*** Begin section ***

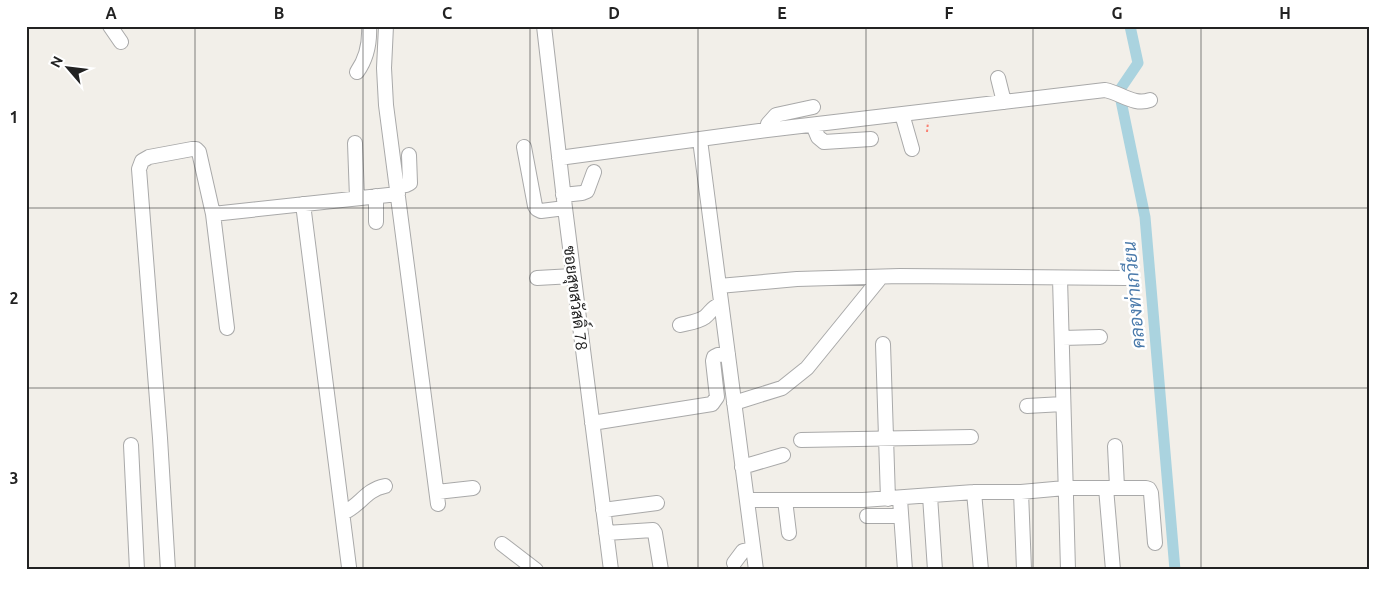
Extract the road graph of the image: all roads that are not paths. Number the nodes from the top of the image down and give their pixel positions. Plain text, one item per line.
1 (110, 26) edge
2 (369, 26) edge
3 (386, 26) edge
4 (544, 26) edge
5 (121, 42) dead end
6 (357, 72) dead end
7 (998, 78) dead end
8 (1004, 102) junction
9 (1144, 102) dead end
10 (813, 107) dead end
11 (902, 114) junction
12 (813, 125) junction
13 (767, 130) junction
14 (871, 139) dead end
15 (700, 140) junction
16 (355, 144) dead end
17 (524, 147) dead end
18 (912, 149) dead end
19 (409, 155) dead end
20 (559, 158) junction
21 (594, 172) dead end
22 (398, 190) junction
23 (376, 196) junction
24 (357, 198) junction
25 (564, 202) junction
26 (303, 204) junction
27 (213, 214) junction
28 (376, 222) dead end
29 (573, 276) junction
30 (881, 276) junction
31 (537, 278) dead end
32 (1060, 278) junction
33 (1126, 278) dead end
34 (719, 286) junction
35 (721, 304) junction
36 (680, 325) dead end
37 (227, 328) dead end
38 (1100, 337) dead end
39 (1062, 338) junction
40 (883, 344) dead end
41 (728, 354) junction
42 (734, 403) junction
43 (1063, 404) junction
44 (1027, 406) dead end
45 (592, 424) junction
46 (971, 437) dead end
47 (887, 439) junction
48 (801, 440) dead end
49 (131, 445) dead end
50 (1115, 446) dead end
51 (783, 455) dead end
52 (742, 467) junction
53 (385, 486) dead end
54 (473, 488) dead end
55 (1065, 488) junction
56 (1112, 488) junction
57 (974, 492) junction
58 (1021, 492) junction
59 (930, 496) junction
60 (894, 499) junction
61 (747, 500) junction
62 (785, 500) junction
63 (656, 504) dead end
64 (603, 510) junction
65 (343, 513) junction
66 (867, 516) dead end
67 (901, 516) junction
68 (606, 533) junction
69 (789, 533) dead end
70 (1155, 543) dead end
71 (502, 544) dead end
72 (753, 550) junction
73 (734, 563) dead end
74 (350, 567) dead end
75 (137, 570) edge
76 (168, 570) edge
77 (536, 570) edge
78 (611, 570) edge
79 (661, 570) edge
80 (756, 570) edge
81 (905, 570) edge
82 (935, 570) edge
83 (981, 570) edge
84 (1024, 570) edge
85 (1068, 570) edge
86 (1113, 570) edge

1 - 5 street
2 - 6 street
3 - 22 street
4 - 20 street, ซอยสุขสวัสดิ์ 78
7 - 8 street
8 - 9 street
8 - 11 street
10 - 13 street
11 - 12 street
11 - 18 street
12 - 13 street
12 - 14 street
13 - 15 street
15 - 20 street
15 - 34 street
16 - 24 street
17 - 25 street
19 - 22 street
20 - 25 street, ซอยสุขสวัสดิ์ 78
21 - 25 street
22 - 23 street
22 - 54 street
23 - 24 street
23 - 28 street
24 - 26 street
25 - 29 street, ซอยสุขสวัสดิ์ 78
26 - 27 street
26 - 65 street
27 - 37 street
27 - 76 street
29 - 31 street
29 - 45 street, ซอยสุขสวัสดิ์ 78
30 - 32 street
30 - 34 street
30 - 42 street
32 - 33 street
32 - 39 street
34 - 35 street
35 - 36 street
35 - 41 street
38 - 39 street
39 - 43 street
40 - 47 street
41 - 42 street
41 - 45 street
42 - 52 street
43 - 44 street
43 - 55 street
45 - 64 street, ซอยสุขสวัสดิ์ 78
46 - 47 street
47 - 48 street
47 - 60 street
49 - 75 street
50 - 56 street
51 - 52 street
52 - 61 street
53 - 65 street
55 - 56 street
55 - 58 street
55 - 85 street
56 - 70 street
56 - 86 street
57 - 58 street
57 - 59 street
57 - 83 street
58 - 84 street
59 - 60 street
59 - 82 street
60 - 62 street
60 - 67 street
61 - 62 street
61 - 72 street
62 - 69 street
63 - 64 street
64 - 68 street, ซอยสุขสวัสดิ์ 78
65 - 74 street
66 - 67 street
67 - 81 street
68 - 78 street, ซอยสุขสวัสดิ์ 78
68 - 79 street
71 - 77 street
72 - 73 street
72 - 80 street

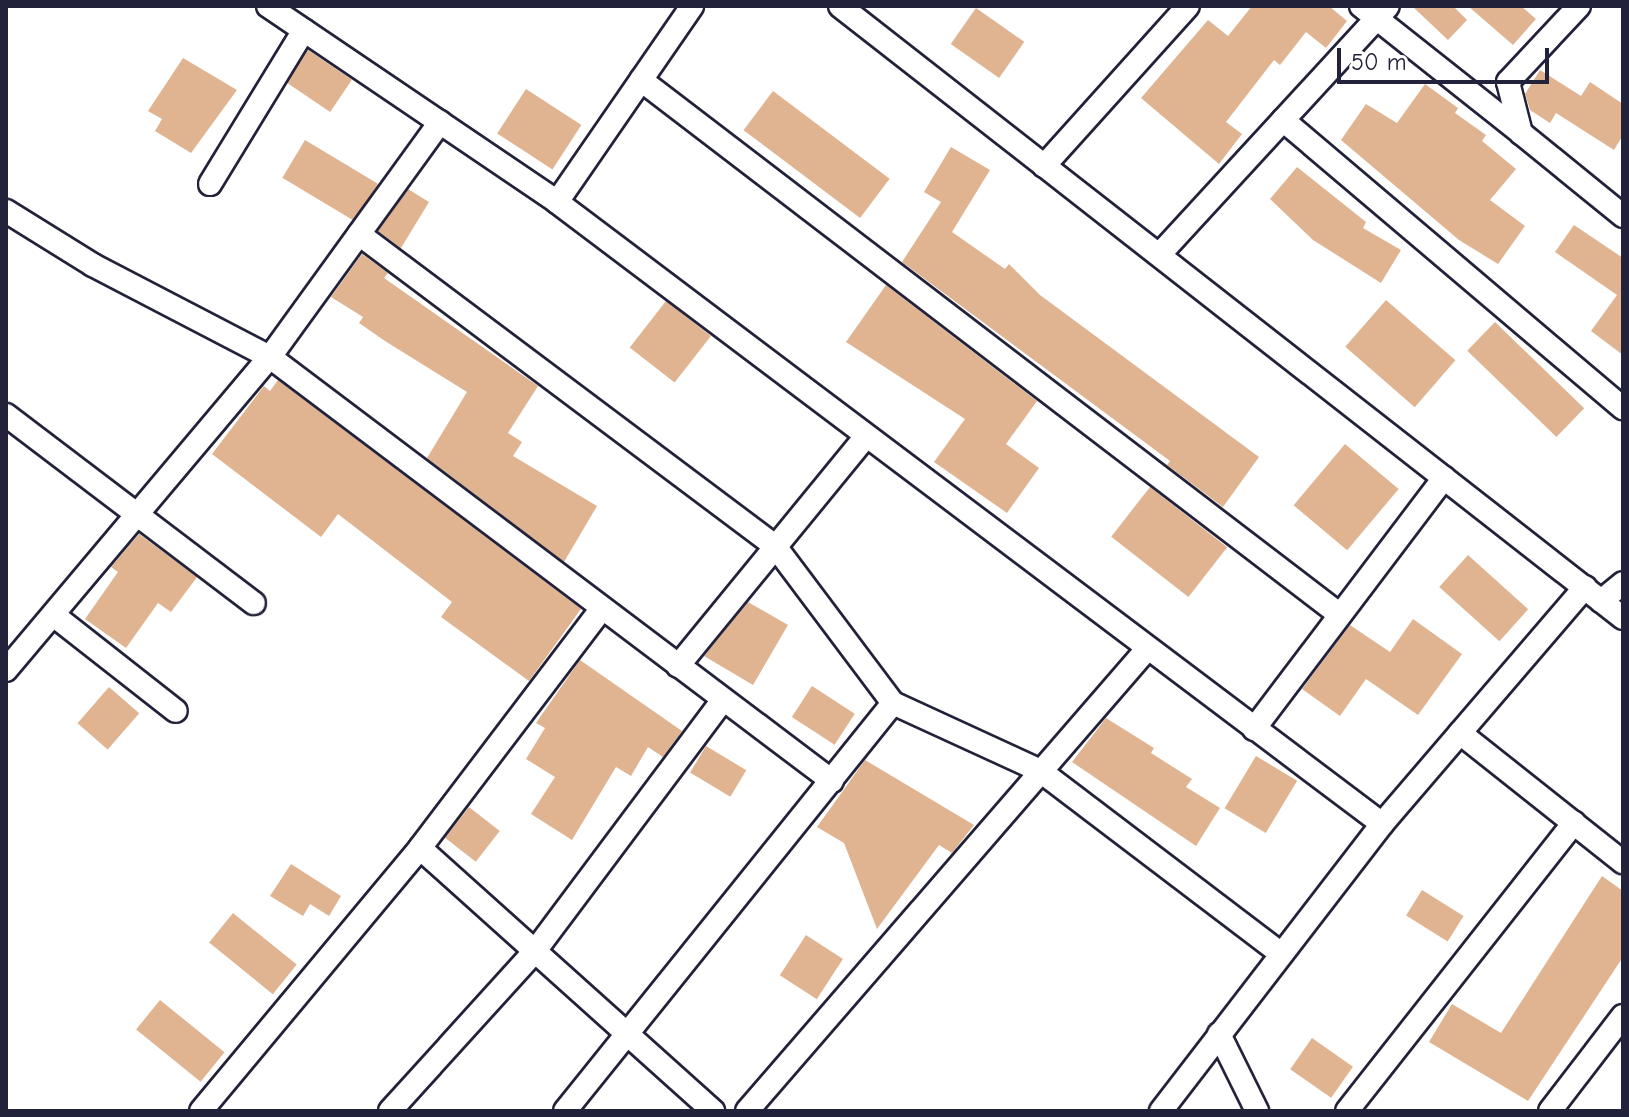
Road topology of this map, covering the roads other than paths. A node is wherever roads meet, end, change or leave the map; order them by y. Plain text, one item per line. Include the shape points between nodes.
1 (268, 6) edge
2 (692, 6) edge
3 (840, 6) edge
4 (1188, 6) edge
5 (1579, 6) edge
6 (1375, 10) edge
7 (304, 30) junction
8 (641, 80) junction
9 (1283, 120) junction
10 (440, 122) junction
11 (1521, 133) junction
12 (1044, 166) junction
13 (210, 184) dead end
14 (557, 202) junction
15 (6, 211) edge
16 (1623, 216) edge
17 (359, 234) junction
18 (1159, 255) junction
19 (270, 357) junction
20 (1623, 408) edge
21 (6, 415) edge
22 (864, 439) junction
23 (1444, 478) junction
24 (138, 513) junction
25 (775, 546) junction
26 (1623, 583) edge
27 (1593, 594) junction
28 (254, 603) dead end
29 (602, 608) junction
30 (1340, 615) junction
31 (56, 617) junction
32 (1623, 618) edge
33 (1147, 649) junction
34 (678, 666) junction
35 (6, 670) edge
36 (723, 700) junction
37 (893, 703) junction
38 (176, 711) dead end
39 (1254, 729) junction
40 (1460, 733) junction
41 (1039, 770) junction
42 (832, 781) junction
43 (1574, 823) junction
44 (1382, 824) junction
45 (420, 848) junction
46 (1623, 862) edge
47 (535, 951) junction
48 (1281, 954) junction
49 (1623, 1016) edge
50 (1219, 1034) junction
51 (628, 1037) junction
52 (201, 1111) edge
53 (390, 1111) edge
54 (565, 1111) edge
55 (713, 1111) edge
56 (747, 1111) edge
57 (1161, 1111) edge
58 (1257, 1111) edge
59 (1347, 1111) edge
60 (1550, 1111) edge

1 - 7 street
2 - 8 street
3 - 12 street
4 - 12 street
5 - 11 street via 1508,82
6 - 9 street
6 - 11 street
7 - 10 street
7 - 13 street
8 - 14 street
8 - 30 street
9 - 18 street
9 - 20 street
10 - 14 street
10 - 17 street
11 - 16 street
12 - 18 street
14 - 22 street
15 - 19 street via 93,265
17 - 19 street
17 - 25 street
18 - 23 street
19 - 24 street
19 - 29 street
21 - 24 street
22 - 25 street
22 - 33 street
23 - 27 street
23 - 30 street
24 - 28 street
24 - 31 street
25 - 34 street
25 - 37 street
26 - 27 street
27 - 32 street
27 - 40 street
29 - 34 street
29 - 45 street
30 - 39 street
31 - 35 street
31 - 38 street
33 - 39 street
33 - 41 street
34 - 36 street
36 - 42 street
36 - 47 street
37 - 41 street
37 - 42 street
39 - 44 street
40 - 43 street
40 - 44 street
41 - 48 street
41 - 56 street
42 - 51 street
43 - 46 street
43 - 59 street
44 - 48 street
45 - 47 street
45 - 52 street
47 - 51 street
47 - 53 street
48 - 50 street
49 - 60 street
50 - 57 street
50 - 58 street
51 - 54 street
51 - 55 street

*** End section ***

__Work to be completed__
Scan the entries above for the word "paths" and collect each line holding it.

__Task result__
Extract the road graph of the image: all roads that are not paths. Number the nodes from the top of the image down and give their pixel positions. Plain text, one item per line.
Road topology of this map, covering the roads other than paths. A node is wherever roads meet, end, change or leave the map; order them by y. Plain text, one item per line. Include the shape points between nodes.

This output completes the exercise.